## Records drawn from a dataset
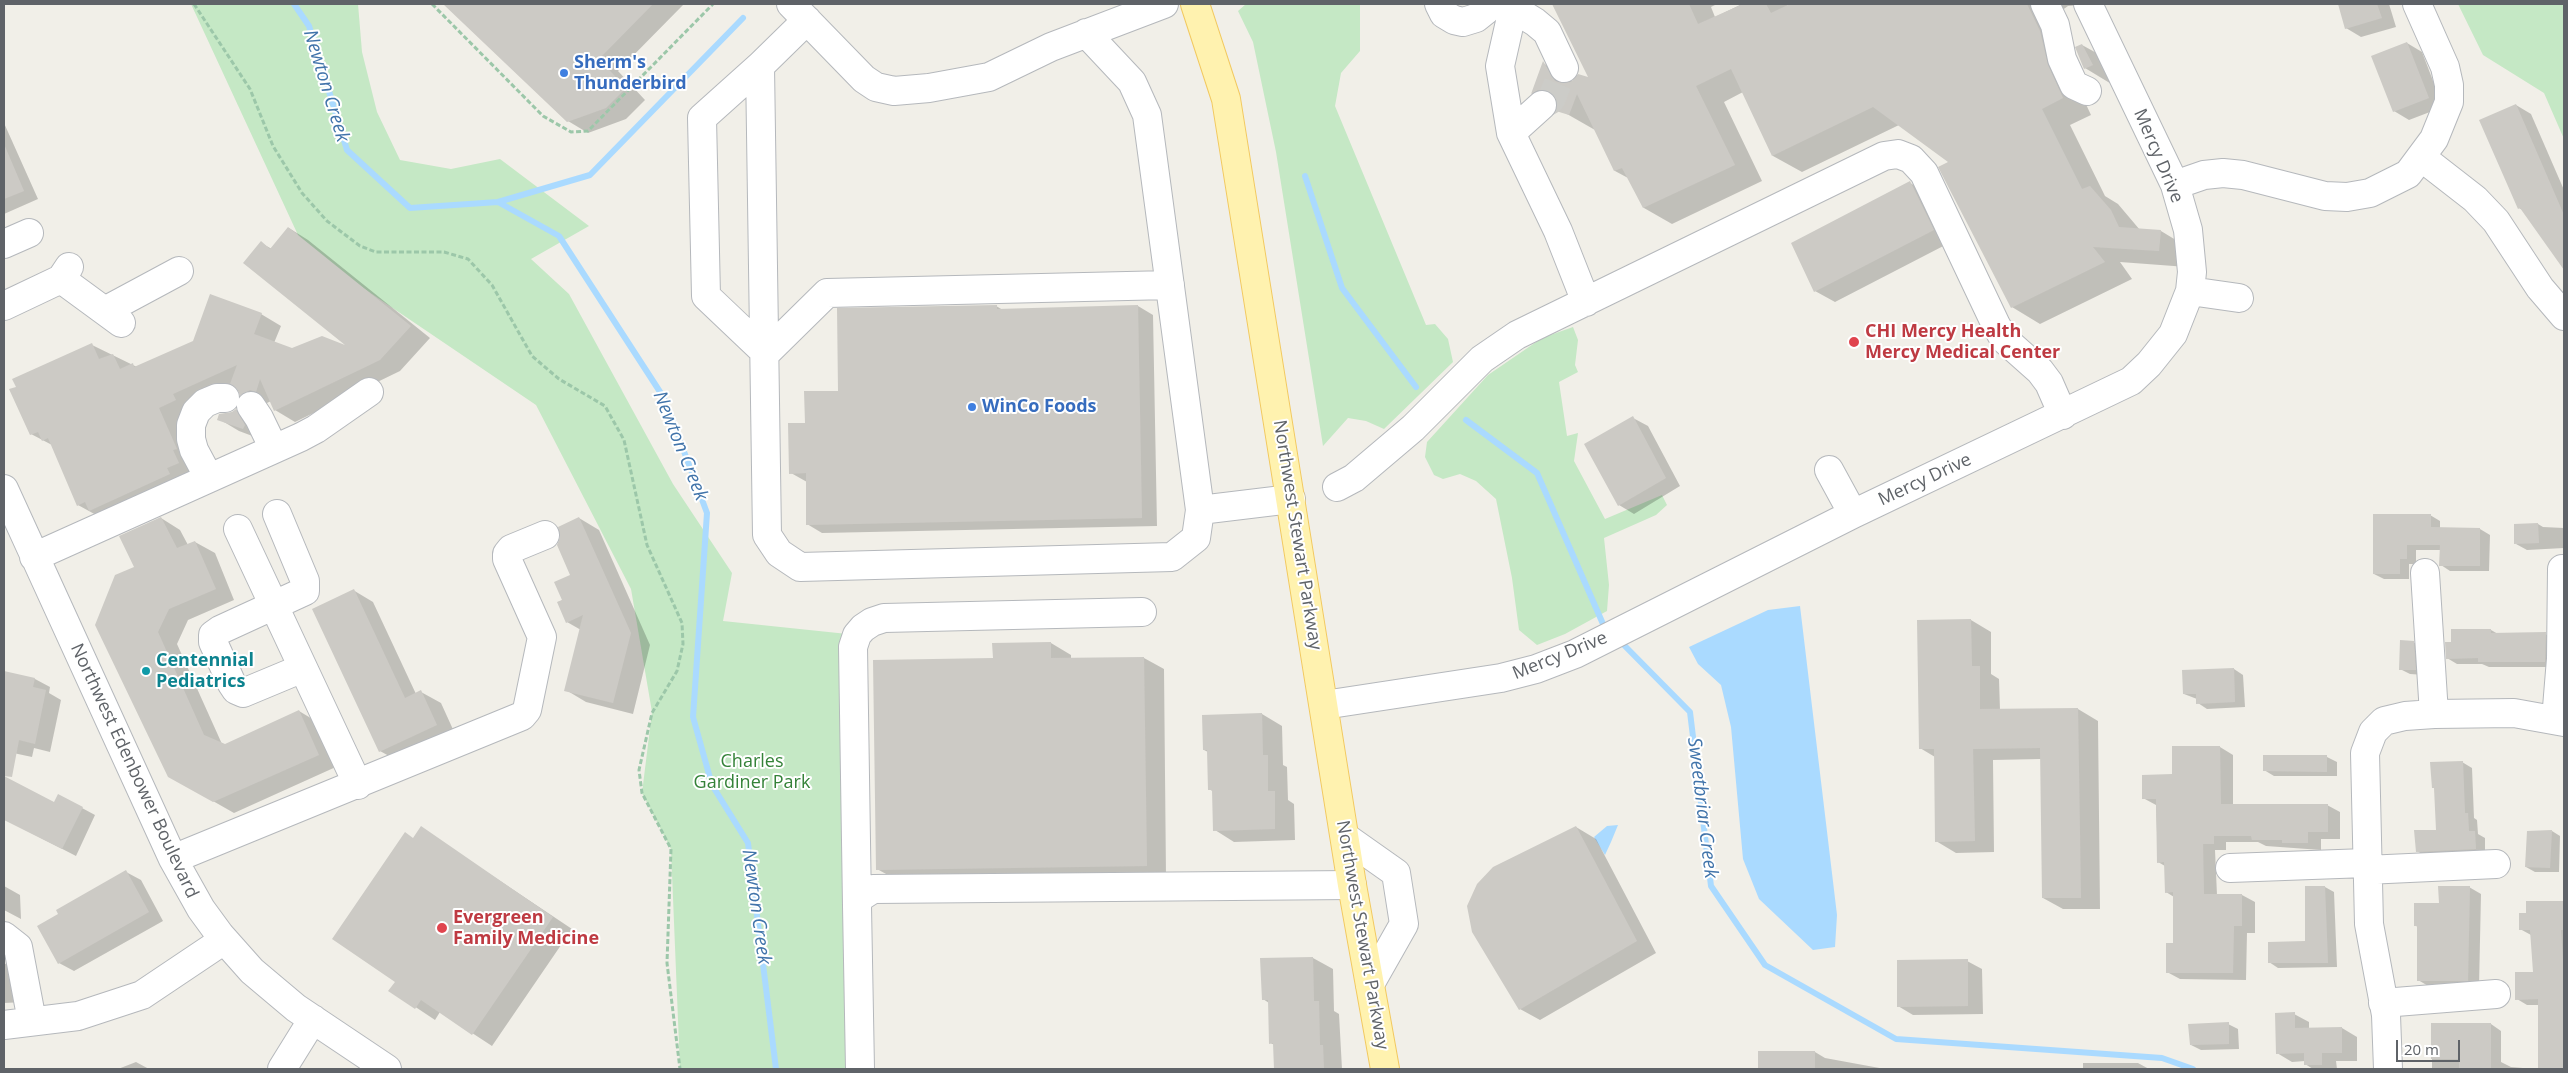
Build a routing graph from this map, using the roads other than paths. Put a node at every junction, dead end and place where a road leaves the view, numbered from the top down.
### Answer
1 (1164, 4) edge
2 (1195, 4) edge
3 (1439, 4) edge
4 (2045, 4) edge
5 (2088, 4) edge
6 (2417, 4) edge
7 (1502, 5) edge
8 (799, 12) edge
9 (1086, 33) junction
10 (760, 66) junction
11 (1564, 68) dead end
12 (2087, 91) dead end
13 (1542, 105) tunnel mouth
14 (1511, 133) junction
15 (2421, 157) junction
16 (2174, 185) junction
17 (29, 233) dead end
18 (4, 244) edge
19 (179, 271) dead end
20 (1170, 286) junction
21 (2190, 291) junction
22 (2239, 298) dead end
23 (1586, 302) junction
24 (4, 306) edge
25 (2564, 316) edge
26 (766, 354) junction
27 (369, 392) dead end
28 (225, 398) dead end
29 (251, 406) dead end
30 (2064, 415) junction
31 (274, 449) junction
32 (1829, 470) dead end
33 (209, 478) junction
34 (1337, 487) dead end
35 (4, 489) edge
36 (1291, 499) junction
37 (1200, 510) junction
38 (277, 514) dead end
39 (1852, 514) junction
40 (238, 529) dead end
41 (545, 536) dead end
42 (34, 557) junction
43 (2562, 569) dead end
44 (2425, 573) dead end
45 (274, 606) junction
46 (1142, 612) dead end
47 (303, 668) junction
48 (1324, 706) junction
49 (2434, 714) junction
50 (2560, 721) edge
51 (358, 785) junction
52 (1344, 837) junction
53 (173, 859) junction
54 (2496, 864) dead end
55 (2366, 866) junction
56 (2230, 868) dead end
57 (1352, 885) junction
58 (857, 906) junction
59 (4, 936) edge
60 (224, 940) junction
61 (1370, 984) junction
62 (2496, 994) dead end
63 (2383, 1003) junction
64 (313, 1020) junction
65 (32, 1021) junction
66 (4, 1025) edge
67 (285, 1065) edge
68 (387, 1069) edge
69 (860, 1069) edge
70 (1385, 1069) edge
71 (2388, 1069) edge

1 - 9 street
2 - 36 main road, Northwest Stewart Parkway
3 - 7 street
4 - 12 street
5 - 16 street, Mercy Drive
6 - 15 street
7 - 11 street
7 - 14 street
8 - 9 street
8 - 10 street
9 - 20 street
10 - 26 street
10 - 26 street
13 - 14 street
14 - 23 street
15 - 16 street
15 - 25 street
16 - 21 street, Mercy Drive
17 - 18 street
19 - 24 street
20 - 26 street
20 - 37 street
21 - 22 street
21 - 30 street, Mercy Drive
23 - 30 street
23 - 34 street
26 - 37 street
27 - 31 street
28 - 33 street
29 - 31 street
30 - 39 street, Mercy Drive
31 - 33 street
32 - 39 street
33 - 42 street
35 - 42 street, Northwest Edenbower Boulevard
36 - 37 street
36 - 48 main road, Northwest Stewart Parkway
38 - 45 street
39 - 48 street, Mercy Drive
40 - 45 street
41 - 51 street
42 - 53 street, Northwest Edenbower Boulevard
43 - 50 street
44 - 49 street
45 - 47 street
45 - 47 street
46 - 58 street
47 - 51 street
48 - 52 main road, Northwest Stewart Parkway
49 - 50 street
49 - 55 street
51 - 53 street
52 - 57 main road, Northwest Stewart Parkway
52 - 61 street
53 - 60 street, Northwest Edenbower Boulevard
54 - 55 street
55 - 56 street
55 - 63 street
57 - 58 street
57 - 61 main road, Northwest Stewart Parkway
58 - 69 street
59 - 65 street
60 - 64 street, Northwest Edenbower Boulevard
60 - 65 street
61 - 70 main road, Northwest Stewart Parkway
62 - 63 street
63 - 71 street
64 - 67 street
64 - 68 street, Northwest Edenbower Boulevard
65 - 66 street

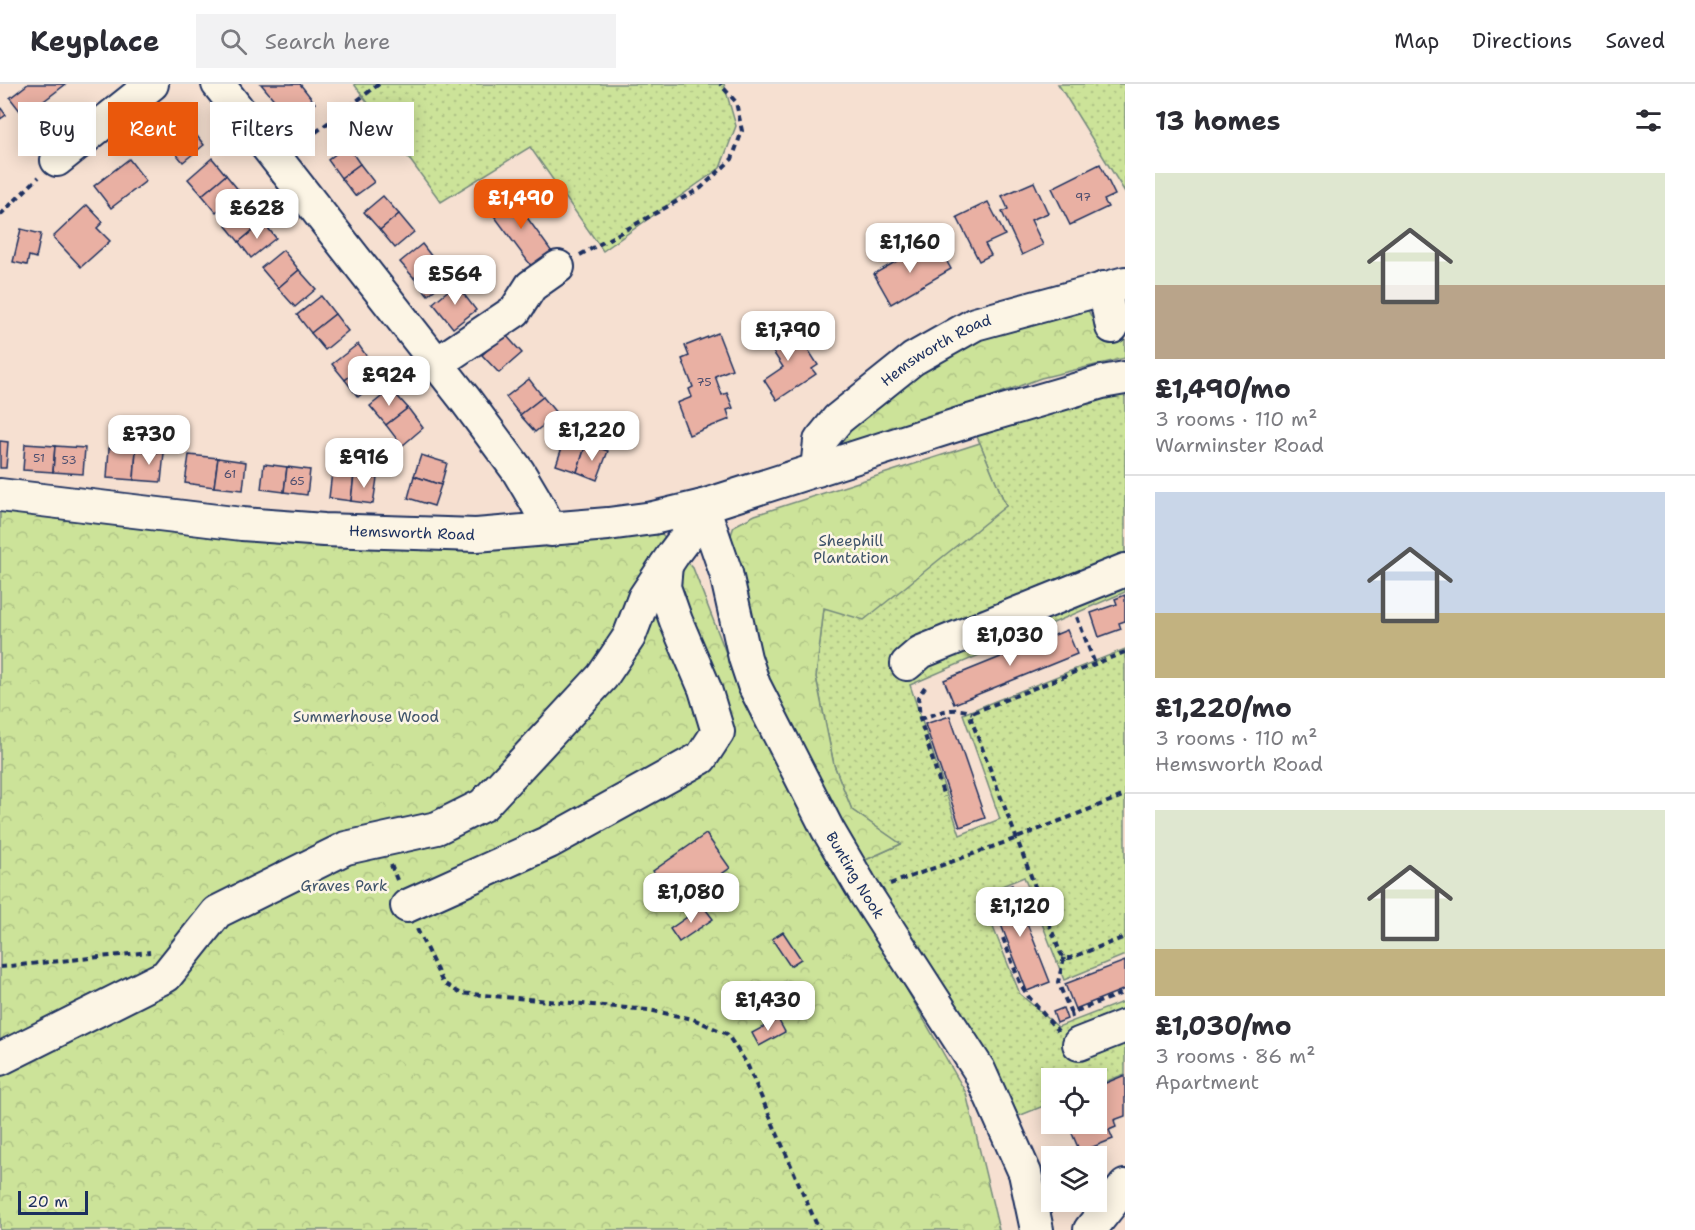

## What is expected
Read through the entries and count the lines where "Parkway" appears; respond with the number only.

## Exercise answer
6